Tiro e queda. A água ocupava o espaço e impedia a saída das reclamações lamuriosas. Ele até desconfiou da funcionalidade terapêutica, mas ao ouvir as queixas do companheiro ao lado logo foi oferecendo mais um copinho.



Não. Nada de água. As palavras precisavam sair. “Guardo tudo e sempre”, pensei. Então, enfileiraram-se vocábulos ásperos –que vá lá, tinham mesmo razão de ser dadas as feridas abertas. As falas desajeitadas, mais oitenta do que oito, se multiplicavam. O rosto leve fez-se sombrio e a raiva desfilou sozinha. No olhar do outro um misto de espanto e dor. E assim, entre o silêncio das dores veladas e a agressividade impulsiva das palavras construí meu castelo.

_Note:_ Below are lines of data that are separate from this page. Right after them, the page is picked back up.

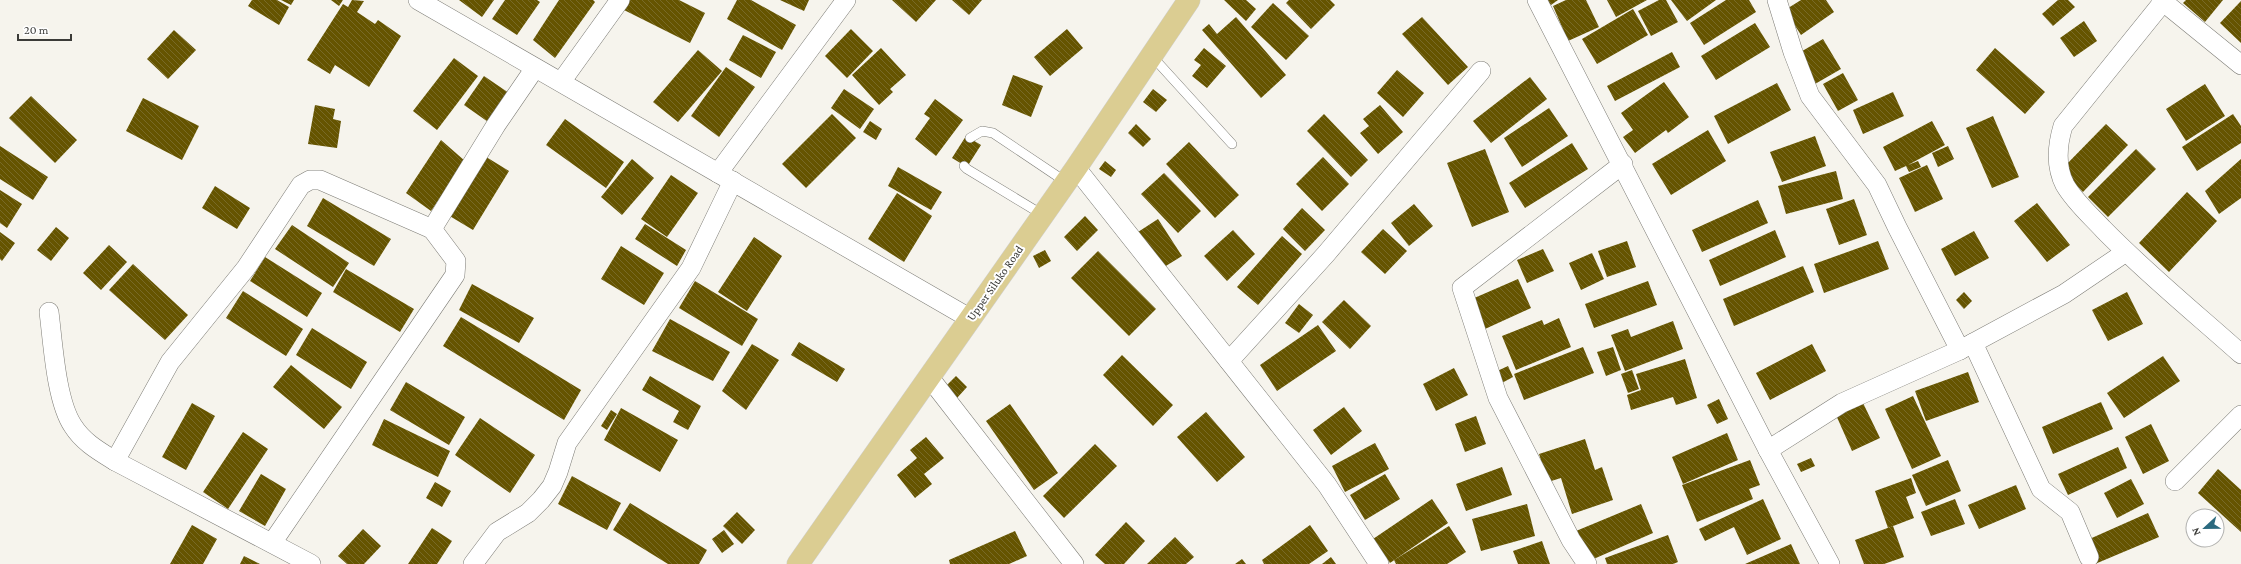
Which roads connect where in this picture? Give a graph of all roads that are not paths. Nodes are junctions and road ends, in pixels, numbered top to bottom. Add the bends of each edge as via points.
1 (418, 0) edge
2 (620, 0) edge
3 (846, 0) edge
4 (1189, 0) edge
5 (1537, 0) edge
6 (1777, 0) edge
7 (2162, 1) edge
8 (1151, 55) junction
9 (2241, 65) edge
10 (535, 68) junction
11 (1481, 71) dead end
12 (561, 82) junction
13 (970, 138) dead end
14 (1232, 144) dead end
15 (1623, 164) junction
16 (964, 166) dead end
17 (1071, 175) junction
18 (726, 177) junction
19 (1044, 215) junction
20 (432, 229) junction
21 (2126, 252) junction
22 (49, 312) dead end
23 (971, 319) junction
24 (1967, 347) junction
25 (2241, 354) edge
26 (1229, 361) junction
27 (930, 378) junction
28 (2241, 415) edge
29 (1768, 450) junction
30 (115, 461) junction
31 (2175, 481) dead end
32 (272, 543) junction
33 (2089, 557) dead end
34 (311, 564) edge
35 (474, 564) edge
36 (798, 564) edge
37 (1074, 564) edge
38 (1379, 564) edge
39 (1587, 564) edge
40 (1830, 564) edge

1 - 10 street
2 - 12 street
3 - 18 street
4 - 8 main road, Upper Siluko Road
5 - 15 street
6 - 24 street via 1810,96 1877,185 1897,227
7 - 9 street
7 - 21 street via 2064,126 2058,144 2058,166 2065,185
8 - 14 lane
8 - 17 main road, Upper Siluko Road
10 - 12 street
10 - 20 street via 496,125
11 - 26 street via 1326,254
12 - 18 street
13 - 17 lane via 982,131 993,133
15 - 29 street
15 - 39 street via 1462,288 1498,398 1571,540
16 - 19 lane
17 - 19 main road, Upper Siluko Road
17 - 26 street
18 - 23 street
18 - 35 street via 691,268 567,443 552,486 528,513 497,532
19 - 23 main road, Upper Siluko Road
20 - 30 street via 320,180 310,180 301,185 246,268 170,362
20 - 32 street via 456,262 455,275
21 - 24 street via 2064,294
21 - 25 street
22 - 30 street via 62,402 70,420 89,445
23 - 27 main road, Upper Siluko Road
24 - 29 street via 1842,403
24 - 33 street via 2041,489 2070,512
26 - 38 street via 1327,485
27 - 36 main road, Upper Siluko Road
27 - 37 street
28 - 31 street
29 - 40 street
30 - 32 street
32 - 34 street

Um dia, num rompante de coerência, questionei se era essa dubiedade que me fazia presa fácil dos mesmos dissabores. Não, não era. Um amigo trouxe-me a reflexão num texto despretensioso que ofereceu via e-mail.



Não é a maneira de se defender dos outros que faz diferença, mas a capacidade de enxergar neles nossas próprias fraquezas. E trabalhá-las de dentro para fora. O “inimigo”, como espelho, desnuda nossas mais íntimas ilusões.

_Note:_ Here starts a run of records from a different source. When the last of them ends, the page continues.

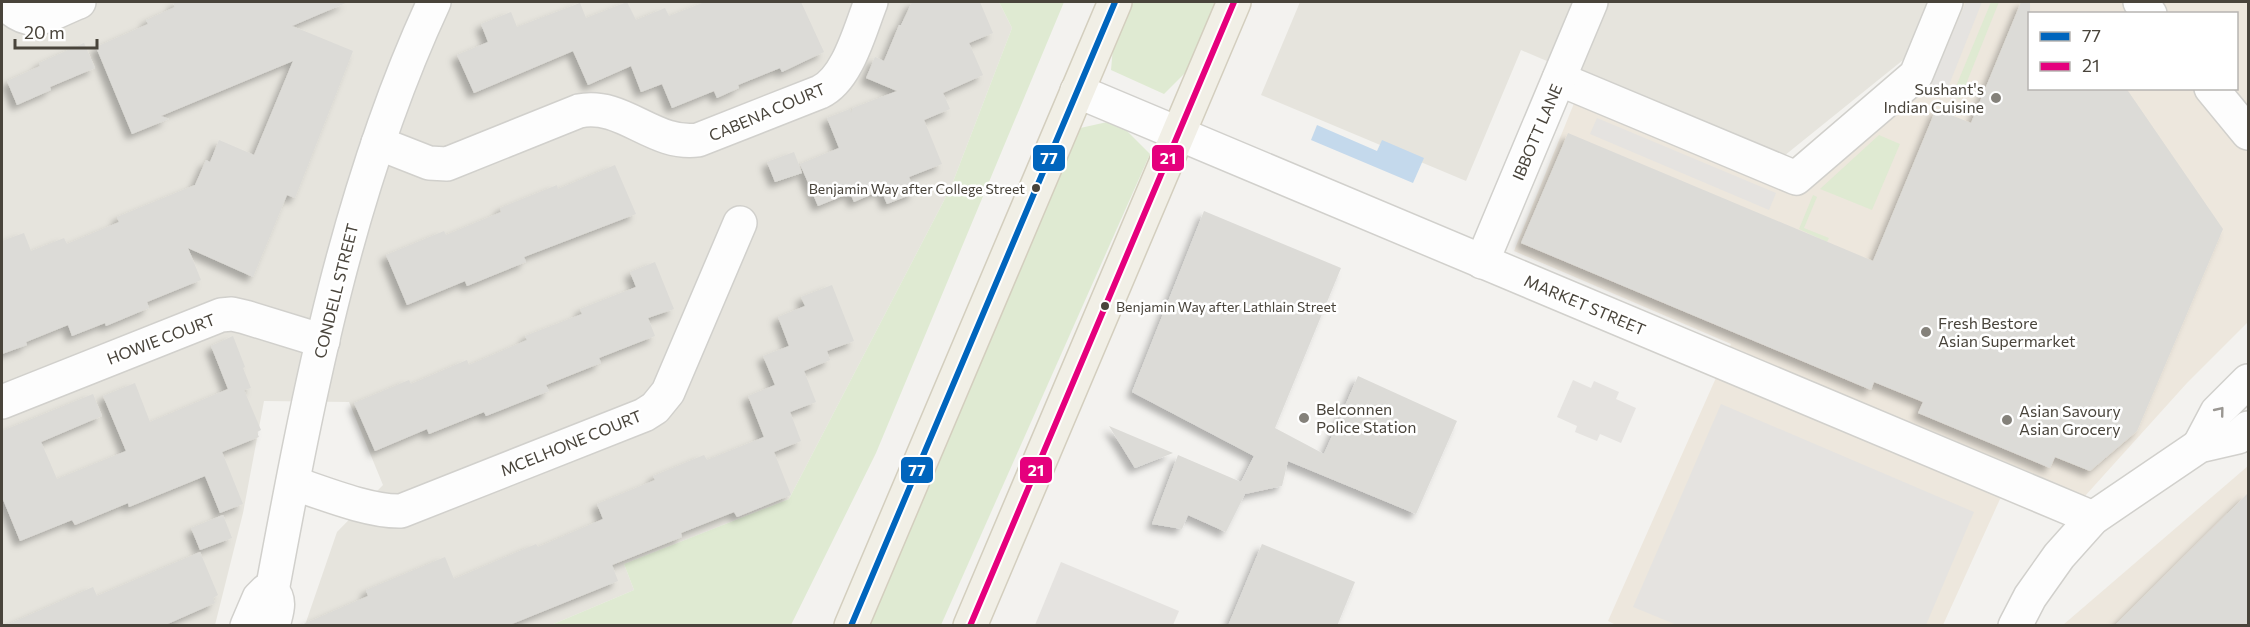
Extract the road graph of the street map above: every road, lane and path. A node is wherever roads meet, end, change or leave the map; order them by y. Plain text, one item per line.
1 (3, 2) edge
2 (80, 2) edge
3 (434, 2) edge
4 (872, 2) edge
5 (1115, 2) edge
6 (1234, 2) edge
7 (1591, 2) edge
8 (1946, 2) edge
9 (1559, 79) junction
10 (2213, 90) edge
11 (1077, 92) junction
12 (2247, 133) edge
13 (1178, 134) junction
14 (378, 143) junction
15 (740, 223) dead end
16 (1482, 262) junction
17 (323, 341) junction
18 (2248, 381) edge
19 (2, 402) edge
20 (2248, 428) edge
21 (2199, 446) junction
22 (293, 483) junction
23 (2093, 518) junction
24 (272, 591) junction
25 (247, 626) edge
26 (273, 626) edge
27 (851, 626) edge
28 (970, 626) edge
29 (2015, 626) edge

1 - 2 street
3 - 14 street, CONDELL STREET
4 - 14 street, CABENA COURT
5 - 11 main road
6 - 13 main road
7 - 9 street, IBBOTT LANE
8 - 9 street
9 - 16 street, IBBOTT LANE
10 - 12 street
11 - 13 street, MARKET STREET
11 - 27 main road
13 - 16 street, MARKET STREET
13 - 28 main road
14 - 17 street, CONDELL STREET
15 - 22 street, MCELHONE COURT
16 - 23 street, MARKET STREET
17 - 19 street, HOWIE COURT
17 - 22 street, CONDELL STREET
21 -> 18 street
20 - 21 street
21 - 23 street
22 - 24 street, CONDELL STREET
23 - 29 street
24 - 25 street
24 - 26 street, CONDELL STREET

Como poderíamos nos inquietar com o egoísmo se não o tivéssemos arraigado como segunda pele? O mesmo para a soberba, inveja e impaciência... De outro modo, seria como a generosidade da mãe que repreende, mas absolve. O que criticamos severamente no outro é o que mais nos sobra.



Mudam-se as pessoas e situações e como o ponto não foi atingido o atrito parece externo. O “lado B” de cada um de nós precisa ser entendido para enfim descansar em paz. Então a vizinha louca espalha inverdades que te comprometem por todo condomínio e ainda tem quem diga que a fofoca está em você? Muita calma. Conte até três e cogite encher a boca d’água.

2 comentários:

  1. Não acreditamos que seja nosso aquilo que vemos no outro...projeção!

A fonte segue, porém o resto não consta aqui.